EXERCISE PROMPT =>
Go through the entries below and pick out every line with "Тинская".

BEGIN THE DATA

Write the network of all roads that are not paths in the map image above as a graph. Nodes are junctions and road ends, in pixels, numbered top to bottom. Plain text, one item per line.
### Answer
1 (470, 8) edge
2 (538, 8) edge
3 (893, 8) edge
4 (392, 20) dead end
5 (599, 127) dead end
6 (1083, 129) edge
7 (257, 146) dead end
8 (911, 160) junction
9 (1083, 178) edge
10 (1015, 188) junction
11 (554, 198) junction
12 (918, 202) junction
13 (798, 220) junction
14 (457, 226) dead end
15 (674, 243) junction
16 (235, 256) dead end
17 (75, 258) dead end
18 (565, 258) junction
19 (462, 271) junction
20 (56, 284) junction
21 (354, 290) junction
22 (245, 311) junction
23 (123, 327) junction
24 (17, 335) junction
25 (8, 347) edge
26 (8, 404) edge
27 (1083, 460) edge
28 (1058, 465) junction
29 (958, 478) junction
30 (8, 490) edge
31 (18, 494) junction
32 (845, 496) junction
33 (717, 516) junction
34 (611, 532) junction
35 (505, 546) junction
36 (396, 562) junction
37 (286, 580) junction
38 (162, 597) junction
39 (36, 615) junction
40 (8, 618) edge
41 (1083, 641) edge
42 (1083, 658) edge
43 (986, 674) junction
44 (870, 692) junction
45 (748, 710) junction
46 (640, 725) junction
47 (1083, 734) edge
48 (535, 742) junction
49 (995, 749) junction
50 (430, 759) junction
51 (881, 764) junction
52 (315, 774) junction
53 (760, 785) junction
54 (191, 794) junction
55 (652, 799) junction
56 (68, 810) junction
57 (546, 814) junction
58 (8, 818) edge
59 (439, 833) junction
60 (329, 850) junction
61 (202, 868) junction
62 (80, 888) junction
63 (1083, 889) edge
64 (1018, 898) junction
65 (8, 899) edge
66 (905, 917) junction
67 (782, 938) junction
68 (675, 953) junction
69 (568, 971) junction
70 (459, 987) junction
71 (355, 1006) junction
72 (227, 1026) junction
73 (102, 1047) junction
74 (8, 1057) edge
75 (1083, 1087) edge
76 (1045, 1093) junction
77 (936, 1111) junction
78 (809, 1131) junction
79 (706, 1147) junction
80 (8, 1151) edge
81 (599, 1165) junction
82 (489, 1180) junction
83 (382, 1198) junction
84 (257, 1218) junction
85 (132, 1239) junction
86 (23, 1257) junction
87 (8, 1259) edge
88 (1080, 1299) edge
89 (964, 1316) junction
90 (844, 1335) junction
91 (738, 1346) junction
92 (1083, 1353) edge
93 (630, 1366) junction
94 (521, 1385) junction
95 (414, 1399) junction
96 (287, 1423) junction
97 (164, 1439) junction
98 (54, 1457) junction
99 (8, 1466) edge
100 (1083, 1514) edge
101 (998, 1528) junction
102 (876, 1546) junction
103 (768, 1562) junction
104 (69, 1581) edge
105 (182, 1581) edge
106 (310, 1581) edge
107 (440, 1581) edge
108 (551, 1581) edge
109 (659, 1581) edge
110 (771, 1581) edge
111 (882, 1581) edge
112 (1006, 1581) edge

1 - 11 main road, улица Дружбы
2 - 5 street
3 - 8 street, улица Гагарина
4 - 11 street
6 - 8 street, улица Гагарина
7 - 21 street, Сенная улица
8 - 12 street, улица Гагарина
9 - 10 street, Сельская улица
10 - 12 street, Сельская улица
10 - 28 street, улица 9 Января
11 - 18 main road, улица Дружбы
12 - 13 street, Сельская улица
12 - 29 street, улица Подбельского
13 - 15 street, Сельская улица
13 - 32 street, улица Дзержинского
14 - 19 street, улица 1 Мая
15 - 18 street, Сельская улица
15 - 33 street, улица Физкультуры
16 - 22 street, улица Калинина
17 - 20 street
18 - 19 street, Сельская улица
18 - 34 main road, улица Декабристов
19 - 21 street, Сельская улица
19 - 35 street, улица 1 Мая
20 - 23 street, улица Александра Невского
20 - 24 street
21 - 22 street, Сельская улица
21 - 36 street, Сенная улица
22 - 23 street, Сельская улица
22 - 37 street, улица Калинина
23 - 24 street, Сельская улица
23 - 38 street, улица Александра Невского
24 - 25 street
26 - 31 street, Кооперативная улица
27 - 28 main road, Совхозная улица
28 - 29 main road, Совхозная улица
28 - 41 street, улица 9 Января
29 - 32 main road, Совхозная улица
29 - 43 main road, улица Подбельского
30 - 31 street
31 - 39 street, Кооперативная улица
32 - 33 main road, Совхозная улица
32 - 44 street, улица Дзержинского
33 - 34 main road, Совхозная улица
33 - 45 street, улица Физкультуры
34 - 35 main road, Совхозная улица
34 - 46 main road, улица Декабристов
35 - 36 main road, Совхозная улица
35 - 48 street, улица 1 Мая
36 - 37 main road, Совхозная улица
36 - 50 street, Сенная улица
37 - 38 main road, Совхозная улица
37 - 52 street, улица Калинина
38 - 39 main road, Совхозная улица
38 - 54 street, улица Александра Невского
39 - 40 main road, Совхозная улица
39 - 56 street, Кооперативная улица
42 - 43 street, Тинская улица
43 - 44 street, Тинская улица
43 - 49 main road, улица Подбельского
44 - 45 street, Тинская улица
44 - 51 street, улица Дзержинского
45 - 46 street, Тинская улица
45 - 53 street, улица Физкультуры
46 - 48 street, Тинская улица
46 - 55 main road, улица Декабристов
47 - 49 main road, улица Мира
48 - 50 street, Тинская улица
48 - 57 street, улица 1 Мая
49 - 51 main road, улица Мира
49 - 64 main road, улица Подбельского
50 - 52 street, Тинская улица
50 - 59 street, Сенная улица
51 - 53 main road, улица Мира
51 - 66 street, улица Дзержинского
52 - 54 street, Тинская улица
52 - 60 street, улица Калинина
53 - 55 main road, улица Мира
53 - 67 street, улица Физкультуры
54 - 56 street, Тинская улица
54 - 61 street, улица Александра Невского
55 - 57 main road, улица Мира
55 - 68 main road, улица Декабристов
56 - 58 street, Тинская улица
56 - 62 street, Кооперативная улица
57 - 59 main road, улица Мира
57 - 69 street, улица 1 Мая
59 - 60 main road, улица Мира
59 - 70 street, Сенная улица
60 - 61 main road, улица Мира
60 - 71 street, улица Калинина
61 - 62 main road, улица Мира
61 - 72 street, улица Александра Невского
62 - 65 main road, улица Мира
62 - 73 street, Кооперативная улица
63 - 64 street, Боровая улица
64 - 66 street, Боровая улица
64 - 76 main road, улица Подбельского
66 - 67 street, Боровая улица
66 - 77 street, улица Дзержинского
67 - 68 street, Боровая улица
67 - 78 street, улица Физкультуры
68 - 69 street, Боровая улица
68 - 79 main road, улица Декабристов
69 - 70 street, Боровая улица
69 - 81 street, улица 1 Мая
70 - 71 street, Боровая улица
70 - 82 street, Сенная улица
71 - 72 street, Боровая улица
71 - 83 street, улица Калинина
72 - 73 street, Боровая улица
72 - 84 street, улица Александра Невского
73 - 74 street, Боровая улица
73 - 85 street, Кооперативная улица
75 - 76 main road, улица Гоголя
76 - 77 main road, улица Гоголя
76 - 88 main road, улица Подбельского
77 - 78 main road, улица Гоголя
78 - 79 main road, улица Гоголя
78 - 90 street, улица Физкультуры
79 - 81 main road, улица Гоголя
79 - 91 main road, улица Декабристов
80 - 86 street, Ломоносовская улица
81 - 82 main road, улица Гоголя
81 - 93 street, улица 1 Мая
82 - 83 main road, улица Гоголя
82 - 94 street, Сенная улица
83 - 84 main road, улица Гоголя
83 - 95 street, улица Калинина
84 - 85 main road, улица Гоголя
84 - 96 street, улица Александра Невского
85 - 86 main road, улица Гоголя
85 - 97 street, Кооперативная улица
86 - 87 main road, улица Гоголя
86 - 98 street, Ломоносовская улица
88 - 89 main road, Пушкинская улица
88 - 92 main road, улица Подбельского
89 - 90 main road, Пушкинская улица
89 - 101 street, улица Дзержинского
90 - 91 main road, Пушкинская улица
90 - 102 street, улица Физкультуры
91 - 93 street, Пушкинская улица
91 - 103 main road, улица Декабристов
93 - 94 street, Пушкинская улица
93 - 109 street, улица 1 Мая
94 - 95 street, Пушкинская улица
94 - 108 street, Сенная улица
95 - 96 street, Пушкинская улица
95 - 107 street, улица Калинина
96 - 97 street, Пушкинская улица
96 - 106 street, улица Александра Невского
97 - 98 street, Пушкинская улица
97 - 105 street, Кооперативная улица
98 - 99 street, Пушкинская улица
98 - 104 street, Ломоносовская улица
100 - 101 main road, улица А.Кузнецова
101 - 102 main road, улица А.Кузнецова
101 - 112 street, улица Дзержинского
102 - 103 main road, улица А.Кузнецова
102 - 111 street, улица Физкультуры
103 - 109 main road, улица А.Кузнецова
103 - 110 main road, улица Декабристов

END THE DATA

EXERCISE OUTPUT =>
42 - 43 street, Тинская улица
43 - 44 street, Тинская улица
44 - 45 street, Тинская улица
45 - 46 street, Тинская улица
46 - 48 street, Тинская улица
48 - 50 street, Тинская улица
50 - 52 street, Тинская улица
52 - 54 street, Тинская улица
54 - 56 street, Тинская улица
56 - 58 street, Тинская улица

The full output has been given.